Exercise requirements -
Please restate verbatim the lines that open the listing below, ending with the line in which "Road topology of" occurs.

☆ ☆ ☆ ☆ ☆ ☆ ☆

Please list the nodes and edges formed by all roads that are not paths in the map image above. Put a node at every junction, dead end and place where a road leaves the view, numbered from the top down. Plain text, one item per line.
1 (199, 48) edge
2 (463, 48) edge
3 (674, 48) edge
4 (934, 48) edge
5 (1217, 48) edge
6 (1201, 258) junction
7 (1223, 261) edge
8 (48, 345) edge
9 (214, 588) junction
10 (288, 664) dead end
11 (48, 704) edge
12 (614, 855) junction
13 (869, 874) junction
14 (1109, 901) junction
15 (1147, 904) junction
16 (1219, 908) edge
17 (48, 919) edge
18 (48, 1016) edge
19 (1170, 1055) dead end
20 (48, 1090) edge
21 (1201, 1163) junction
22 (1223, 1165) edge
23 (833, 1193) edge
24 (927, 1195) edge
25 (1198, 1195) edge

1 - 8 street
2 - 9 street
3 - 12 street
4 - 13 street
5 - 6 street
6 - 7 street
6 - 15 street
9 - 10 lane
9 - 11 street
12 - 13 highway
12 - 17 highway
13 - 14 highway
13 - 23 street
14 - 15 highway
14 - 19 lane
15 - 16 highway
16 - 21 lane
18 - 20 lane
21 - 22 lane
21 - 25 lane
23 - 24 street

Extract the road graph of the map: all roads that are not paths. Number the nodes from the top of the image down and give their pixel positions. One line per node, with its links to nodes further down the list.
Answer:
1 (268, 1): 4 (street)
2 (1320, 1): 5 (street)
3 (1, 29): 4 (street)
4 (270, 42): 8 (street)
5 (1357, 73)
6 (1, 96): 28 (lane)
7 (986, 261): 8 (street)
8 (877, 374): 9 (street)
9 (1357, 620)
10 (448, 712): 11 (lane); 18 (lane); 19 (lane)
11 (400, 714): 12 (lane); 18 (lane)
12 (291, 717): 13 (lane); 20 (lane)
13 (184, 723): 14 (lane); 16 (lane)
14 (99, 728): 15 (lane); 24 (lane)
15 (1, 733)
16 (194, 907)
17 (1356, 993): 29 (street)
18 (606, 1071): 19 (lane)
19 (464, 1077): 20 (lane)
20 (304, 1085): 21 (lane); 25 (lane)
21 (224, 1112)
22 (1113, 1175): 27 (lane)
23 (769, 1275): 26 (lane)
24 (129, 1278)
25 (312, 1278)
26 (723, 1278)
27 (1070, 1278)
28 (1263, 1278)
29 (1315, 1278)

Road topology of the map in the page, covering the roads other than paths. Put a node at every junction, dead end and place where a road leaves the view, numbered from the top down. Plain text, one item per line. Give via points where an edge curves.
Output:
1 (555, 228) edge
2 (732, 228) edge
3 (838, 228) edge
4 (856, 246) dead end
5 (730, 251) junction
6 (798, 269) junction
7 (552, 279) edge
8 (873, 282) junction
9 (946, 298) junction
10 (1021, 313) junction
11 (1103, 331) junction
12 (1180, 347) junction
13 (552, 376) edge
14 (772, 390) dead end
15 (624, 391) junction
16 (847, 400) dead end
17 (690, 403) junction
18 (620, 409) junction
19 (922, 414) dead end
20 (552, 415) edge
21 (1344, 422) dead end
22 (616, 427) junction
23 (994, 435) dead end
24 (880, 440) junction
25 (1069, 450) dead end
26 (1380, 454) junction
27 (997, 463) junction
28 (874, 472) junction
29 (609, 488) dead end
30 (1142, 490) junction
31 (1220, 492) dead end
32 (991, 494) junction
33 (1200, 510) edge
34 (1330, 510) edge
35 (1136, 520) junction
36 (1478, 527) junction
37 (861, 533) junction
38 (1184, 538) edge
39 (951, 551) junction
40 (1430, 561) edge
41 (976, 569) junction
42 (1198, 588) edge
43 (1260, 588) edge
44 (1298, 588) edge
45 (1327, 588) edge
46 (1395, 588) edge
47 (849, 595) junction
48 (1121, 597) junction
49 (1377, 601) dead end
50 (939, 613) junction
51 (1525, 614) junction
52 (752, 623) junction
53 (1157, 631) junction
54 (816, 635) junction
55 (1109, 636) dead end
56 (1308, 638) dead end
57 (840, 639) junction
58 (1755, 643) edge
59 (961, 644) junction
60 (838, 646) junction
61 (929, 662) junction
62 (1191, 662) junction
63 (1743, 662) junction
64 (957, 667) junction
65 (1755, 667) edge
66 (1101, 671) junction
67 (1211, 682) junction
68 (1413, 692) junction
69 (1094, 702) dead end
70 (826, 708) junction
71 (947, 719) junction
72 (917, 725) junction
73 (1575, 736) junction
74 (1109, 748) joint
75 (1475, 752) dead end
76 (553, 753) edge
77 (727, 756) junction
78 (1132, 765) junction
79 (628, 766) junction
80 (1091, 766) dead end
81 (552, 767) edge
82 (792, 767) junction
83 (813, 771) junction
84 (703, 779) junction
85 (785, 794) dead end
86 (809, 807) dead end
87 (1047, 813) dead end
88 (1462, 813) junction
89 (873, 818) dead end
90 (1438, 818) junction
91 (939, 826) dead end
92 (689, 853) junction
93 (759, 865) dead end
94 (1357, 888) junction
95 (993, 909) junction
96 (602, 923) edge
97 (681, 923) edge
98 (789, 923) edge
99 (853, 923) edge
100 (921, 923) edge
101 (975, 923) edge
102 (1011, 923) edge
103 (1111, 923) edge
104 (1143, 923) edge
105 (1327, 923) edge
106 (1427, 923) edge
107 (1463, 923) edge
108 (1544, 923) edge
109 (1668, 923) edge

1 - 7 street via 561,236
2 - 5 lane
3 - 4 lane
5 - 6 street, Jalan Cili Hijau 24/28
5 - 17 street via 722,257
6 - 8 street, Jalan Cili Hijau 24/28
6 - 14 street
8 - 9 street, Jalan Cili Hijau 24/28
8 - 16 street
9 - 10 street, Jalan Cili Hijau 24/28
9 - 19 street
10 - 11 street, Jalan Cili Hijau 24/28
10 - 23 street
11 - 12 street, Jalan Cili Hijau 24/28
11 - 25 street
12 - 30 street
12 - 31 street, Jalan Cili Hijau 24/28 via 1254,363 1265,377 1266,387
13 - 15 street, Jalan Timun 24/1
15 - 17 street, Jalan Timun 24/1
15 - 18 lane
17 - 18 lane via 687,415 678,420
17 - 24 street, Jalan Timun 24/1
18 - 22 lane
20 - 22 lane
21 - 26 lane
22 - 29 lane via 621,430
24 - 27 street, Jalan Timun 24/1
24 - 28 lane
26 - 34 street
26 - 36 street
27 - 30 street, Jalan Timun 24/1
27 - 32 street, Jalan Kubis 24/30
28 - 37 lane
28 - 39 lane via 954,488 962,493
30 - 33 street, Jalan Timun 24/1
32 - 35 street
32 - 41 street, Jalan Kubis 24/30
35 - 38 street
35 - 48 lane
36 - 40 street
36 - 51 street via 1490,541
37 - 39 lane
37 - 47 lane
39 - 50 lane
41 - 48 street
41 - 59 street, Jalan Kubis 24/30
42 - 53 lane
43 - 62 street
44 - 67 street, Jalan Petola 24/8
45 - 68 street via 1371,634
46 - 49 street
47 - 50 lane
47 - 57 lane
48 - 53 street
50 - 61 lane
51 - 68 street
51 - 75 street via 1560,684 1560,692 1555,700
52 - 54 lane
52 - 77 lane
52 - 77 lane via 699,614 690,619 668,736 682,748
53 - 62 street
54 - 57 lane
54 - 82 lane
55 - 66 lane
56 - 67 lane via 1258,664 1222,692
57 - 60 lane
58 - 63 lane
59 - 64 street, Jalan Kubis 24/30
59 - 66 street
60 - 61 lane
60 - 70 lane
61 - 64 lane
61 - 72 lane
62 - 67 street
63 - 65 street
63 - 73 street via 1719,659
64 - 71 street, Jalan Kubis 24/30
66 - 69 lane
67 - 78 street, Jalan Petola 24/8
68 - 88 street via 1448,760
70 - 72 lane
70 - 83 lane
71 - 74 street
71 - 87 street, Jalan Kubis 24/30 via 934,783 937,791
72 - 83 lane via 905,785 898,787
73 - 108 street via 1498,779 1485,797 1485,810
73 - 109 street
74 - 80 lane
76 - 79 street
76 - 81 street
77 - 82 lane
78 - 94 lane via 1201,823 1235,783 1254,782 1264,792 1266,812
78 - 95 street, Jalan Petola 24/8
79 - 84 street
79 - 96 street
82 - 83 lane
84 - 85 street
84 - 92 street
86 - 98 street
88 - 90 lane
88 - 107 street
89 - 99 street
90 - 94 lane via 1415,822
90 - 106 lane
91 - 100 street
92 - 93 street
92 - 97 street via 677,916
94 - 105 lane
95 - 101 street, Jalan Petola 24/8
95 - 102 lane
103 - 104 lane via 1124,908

☆ ☆ ☆ ☆ ☆ ☆ ☆

Response to the task -
Please list the nodes and edges formed by all roads that are not paths in the map image above. Put a node at every junction, dead end and place where a road leaves the view, numbered from the top down. Plain text, one item per line.
1 (199, 48) edge
2 (463, 48) edge
3 (674, 48) edge
4 (934, 48) edge
5 (1217, 48) edge
6 (1201, 258) junction
7 (1223, 261) edge
8 (48, 345) edge
9 (214, 588) junction
10 (288, 664) dead end
11 (48, 704) edge
12 (614, 855) junction
13 (869, 874) junction
14 (1109, 901) junction
15 (1147, 904) junction
16 (1219, 908) edge
17 (48, 919) edge
18 (48, 1016) edge
19 (1170, 1055) dead end
20 (48, 1090) edge
21 (1201, 1163) junction
22 (1223, 1165) edge
23 (833, 1193) edge
24 (927, 1195) edge
25 (1198, 1195) edge

1 - 8 street
2 - 9 street
3 - 12 street
4 - 13 street
5 - 6 street
6 - 7 street
6 - 15 street
9 - 10 lane
9 - 11 street
12 - 13 highway
12 - 17 highway
13 - 14 highway
13 - 23 street
14 - 15 highway
14 - 19 lane
15 - 16 highway
16 - 21 lane
18 - 20 lane
21 - 22 lane
21 - 25 lane
23 - 24 street

Extract the road graph of the map: all roads that are not paths. Number the nodes from the top of the image down and give their pixel positions. One line per node, with its links to nodes further down the list.
Answer:
1 (268, 1): 4 (street)
2 (1320, 1): 5 (street)
3 (1, 29): 4 (street)
4 (270, 42): 8 (street)
5 (1357, 73)
6 (1, 96): 28 (lane)
7 (986, 261): 8 (street)
8 (877, 374): 9 (street)
9 (1357, 620)
10 (448, 712): 11 (lane); 18 (lane); 19 (lane)
11 (400, 714): 12 (lane); 18 (lane)
12 (291, 717): 13 (lane); 20 (lane)
13 (184, 723): 14 (lane); 16 (lane)
14 (99, 728): 15 (lane); 24 (lane)
15 (1, 733)
16 (194, 907)
17 (1356, 993): 29 (street)
18 (606, 1071): 19 (lane)
19 (464, 1077): 20 (lane)
20 (304, 1085): 21 (lane); 25 (lane)
21 (224, 1112)
22 (1113, 1175): 27 (lane)
23 (769, 1275): 26 (lane)
24 (129, 1278)
25 (312, 1278)
26 (723, 1278)
27 (1070, 1278)
28 (1263, 1278)
29 (1315, 1278)

Road topology of the map in the page, covering the roads other than paths. Put a node at every junction, dead end and place where a road leaves the view, numbered from the top down. Plain text, one item per line. Give via points where an edge curves.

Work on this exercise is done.